So far these have proved to be excellent wheels. In terms of any lateral flexibility I really can’t detect anything awry when out of the saddle and sprinting. Indeed, I’ve been using the SuperX as a fast road bike recently to see if I can ascertain its limits. With these wheels and tyres it flies and I’ve put some pretty high average speeds in.

In terms of braking, despite the limited number of spokes on the braking side I simply cannot detect any deflection at all. That’s interesting because, with the more spoked Pro Lite attached to my Condor Bivio with XT brakes there was a small amount of deflection that I could see. As I alluded to above the R685 are exceptionally powerful brakes and braking on the Fulcrum is an extremely confident experience.

Of course braking isn’t the only thing to consider about wheels but I make no apologies for prioritising it for a disc wheel. So what about everything else?

Well, I could claim that they “spin up well” and are “significantly faster than (insert.” But that would be rubbish. The bearings are lovely, turn the bike upside down and they go on and on, so of course they “spin up well.” But short of shot bearings so do most wheels. Does the 100g deficit over my Pro Lite mean that they are slower wheels on the flat, that they need more power or that they’re less good up hills? No. Not in the slightest. They feel much like my Racing Quattro in fact. Good quality wheels that ride well. Not the last word in weight and I guess you could make some improvements if you shed 300g or so. But in the ballpark of wheels that weigh 1550g up to 1800g or so I’m not sure that the benefits of the margins aren’t overstated.

What they do appear to be is a plush wheel that, partnered with the Schwalbe S-One, provide a nice ride. Again, the SuperX has something to contribute to that so let’s just say that it all works nicely as a package.

Price?
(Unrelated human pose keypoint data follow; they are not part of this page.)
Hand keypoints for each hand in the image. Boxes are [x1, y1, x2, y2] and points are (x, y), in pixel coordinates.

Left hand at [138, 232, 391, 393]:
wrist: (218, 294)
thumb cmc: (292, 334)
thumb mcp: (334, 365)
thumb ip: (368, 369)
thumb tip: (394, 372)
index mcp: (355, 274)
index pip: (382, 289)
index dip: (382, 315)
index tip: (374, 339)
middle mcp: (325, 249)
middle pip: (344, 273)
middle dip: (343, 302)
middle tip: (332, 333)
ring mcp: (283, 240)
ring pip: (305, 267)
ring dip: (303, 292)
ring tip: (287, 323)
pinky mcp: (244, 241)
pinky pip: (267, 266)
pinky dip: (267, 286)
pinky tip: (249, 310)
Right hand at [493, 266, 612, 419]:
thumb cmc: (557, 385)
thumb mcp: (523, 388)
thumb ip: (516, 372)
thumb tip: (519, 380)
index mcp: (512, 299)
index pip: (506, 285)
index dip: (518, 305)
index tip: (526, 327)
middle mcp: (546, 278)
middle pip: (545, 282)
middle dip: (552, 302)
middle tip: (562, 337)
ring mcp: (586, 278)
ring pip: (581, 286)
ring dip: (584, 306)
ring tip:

Well, that’s probably the only remotely contentious area. RRP is £349.99. If there’s someone somewhere on the planet who paid that, I salute you. But it’s likely that no-one has. Shop around and you can get them really cheaply. Certainly less than £250 if you spend a few minutes and, if you’re really canny, as I am, at around £210. And that’s a good price if you concentrate on the headline of 1715g. There are cheaper wheels, such as Wiggle’s Cosine Disc. There are those that cost more and save a few grams. Decide what’s important. And the choice is only likely to improve.
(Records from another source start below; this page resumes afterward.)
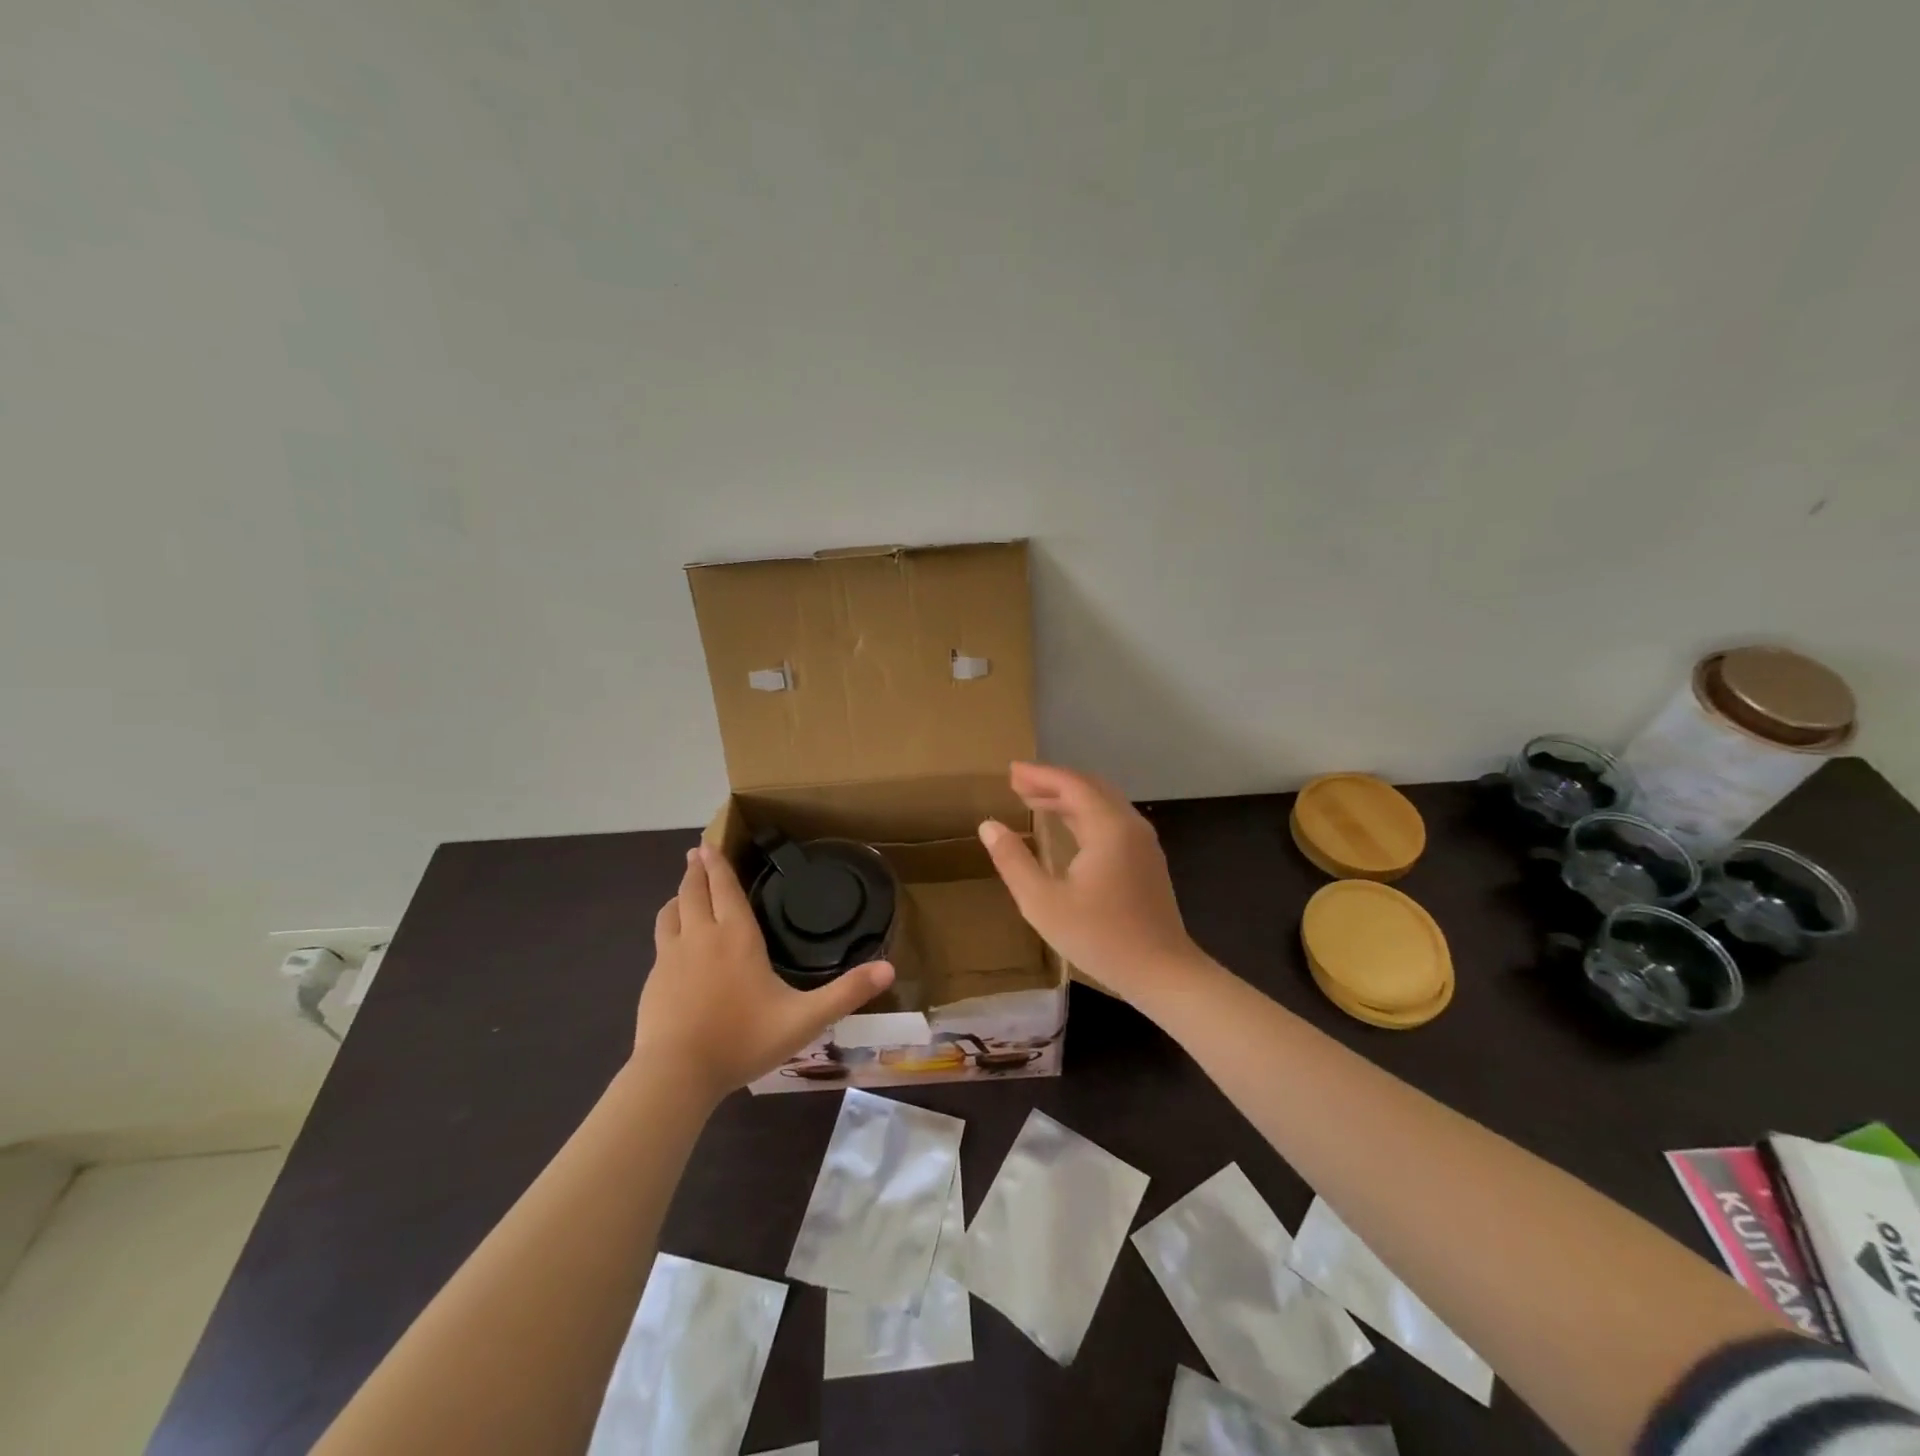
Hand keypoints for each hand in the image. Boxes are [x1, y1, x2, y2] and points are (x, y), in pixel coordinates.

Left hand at [635, 846, 894, 1101]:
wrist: (677, 1074)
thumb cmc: (743, 1040)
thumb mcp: (805, 1019)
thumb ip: (847, 993)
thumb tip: (890, 968)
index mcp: (736, 936)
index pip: (725, 888)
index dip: (718, 864)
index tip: (708, 844)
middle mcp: (701, 936)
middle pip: (693, 891)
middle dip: (696, 870)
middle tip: (696, 854)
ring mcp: (671, 957)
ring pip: (671, 912)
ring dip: (679, 895)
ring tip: (684, 890)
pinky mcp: (653, 979)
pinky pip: (661, 939)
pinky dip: (669, 925)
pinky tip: (674, 939)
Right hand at [978, 761, 1198, 1001]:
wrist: (1162, 972)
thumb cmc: (1100, 937)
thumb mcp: (1044, 902)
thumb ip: (1014, 861)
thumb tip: (989, 826)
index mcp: (1109, 827)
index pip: (1072, 784)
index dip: (1040, 775)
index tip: (1011, 771)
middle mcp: (1130, 826)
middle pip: (1090, 788)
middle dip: (1053, 782)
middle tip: (1018, 783)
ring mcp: (1143, 844)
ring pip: (1103, 805)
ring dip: (1069, 798)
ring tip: (1035, 800)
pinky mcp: (1146, 861)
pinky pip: (1112, 822)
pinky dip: (1084, 815)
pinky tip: (1066, 828)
I’m pretty much past weight as a measurement within a certain range. My Samsung phone weighs over 150g. Pick yours up. Imagine that weight being added to your wheel. Do you think it will make any real difference?

I really like these wheels. They look nice, the DO spin really well (!) and they work very well in my setup. I may or may not give them a go for cross and if I do I will report back. But they’ve impressed me and they will be the posh wheel of choice on the SuperX on the road for now. If you can shop around, price match and get them for a good price then they’re a great alternative in a crowded marketplace.

Redwhite: the Bibs

As I’ve already said Redwhite have one job, making bibshorts. And in my previous review of the Race version I was blown away. Well, they have another job now and that’s to convince me of the performance of their endurance version given how happy I was with the racier ones!
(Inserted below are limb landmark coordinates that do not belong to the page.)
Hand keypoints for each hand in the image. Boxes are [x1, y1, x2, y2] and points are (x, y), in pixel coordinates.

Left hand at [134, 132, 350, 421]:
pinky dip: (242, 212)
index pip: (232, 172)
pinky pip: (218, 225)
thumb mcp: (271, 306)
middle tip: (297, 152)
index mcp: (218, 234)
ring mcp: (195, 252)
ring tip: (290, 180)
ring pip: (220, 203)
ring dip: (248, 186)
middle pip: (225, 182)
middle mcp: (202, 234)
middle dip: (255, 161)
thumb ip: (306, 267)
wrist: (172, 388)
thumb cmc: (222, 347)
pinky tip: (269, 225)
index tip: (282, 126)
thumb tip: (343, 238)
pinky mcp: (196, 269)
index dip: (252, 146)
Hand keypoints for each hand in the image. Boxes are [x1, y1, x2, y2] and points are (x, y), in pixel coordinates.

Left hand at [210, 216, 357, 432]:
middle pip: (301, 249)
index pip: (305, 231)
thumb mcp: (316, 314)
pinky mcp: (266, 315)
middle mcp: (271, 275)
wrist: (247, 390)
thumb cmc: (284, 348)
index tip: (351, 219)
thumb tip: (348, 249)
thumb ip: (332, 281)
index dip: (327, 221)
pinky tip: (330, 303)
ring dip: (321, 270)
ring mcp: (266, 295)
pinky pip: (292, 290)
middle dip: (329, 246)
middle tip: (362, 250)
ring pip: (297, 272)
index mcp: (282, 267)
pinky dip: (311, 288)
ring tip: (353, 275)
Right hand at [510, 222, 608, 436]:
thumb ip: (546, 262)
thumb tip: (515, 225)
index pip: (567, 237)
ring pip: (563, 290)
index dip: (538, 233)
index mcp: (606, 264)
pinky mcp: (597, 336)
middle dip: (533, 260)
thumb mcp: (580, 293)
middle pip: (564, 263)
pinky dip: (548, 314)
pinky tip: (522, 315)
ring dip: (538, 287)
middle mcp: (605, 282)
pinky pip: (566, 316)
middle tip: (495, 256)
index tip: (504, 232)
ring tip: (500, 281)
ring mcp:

Redwhite are still a young company with a limited range, but there’s good news. A ladies variant is currently out there being tested in the wild and hopefully will be on the shelves very soon. And they’re taking on board user feedback about winter clothing so I hope to see something wintery from them as well. And given the high regard which I have for their products I hope it’s this year!

If the Race bibs that I tested are so good you might wonder why on earth you’d buy the endurance version anyway. I’m quite happy wearing the former for just about everything, they’ve become my go to posh pair of shorts. But Redwhite explain the difference between the two here. Essentially the answer lies in the chamois, in the race a little lighter, a little less padding and a slightly different overall position. In the bibs it’s placed for full on comfort. Is it possible to have something that’s too niche?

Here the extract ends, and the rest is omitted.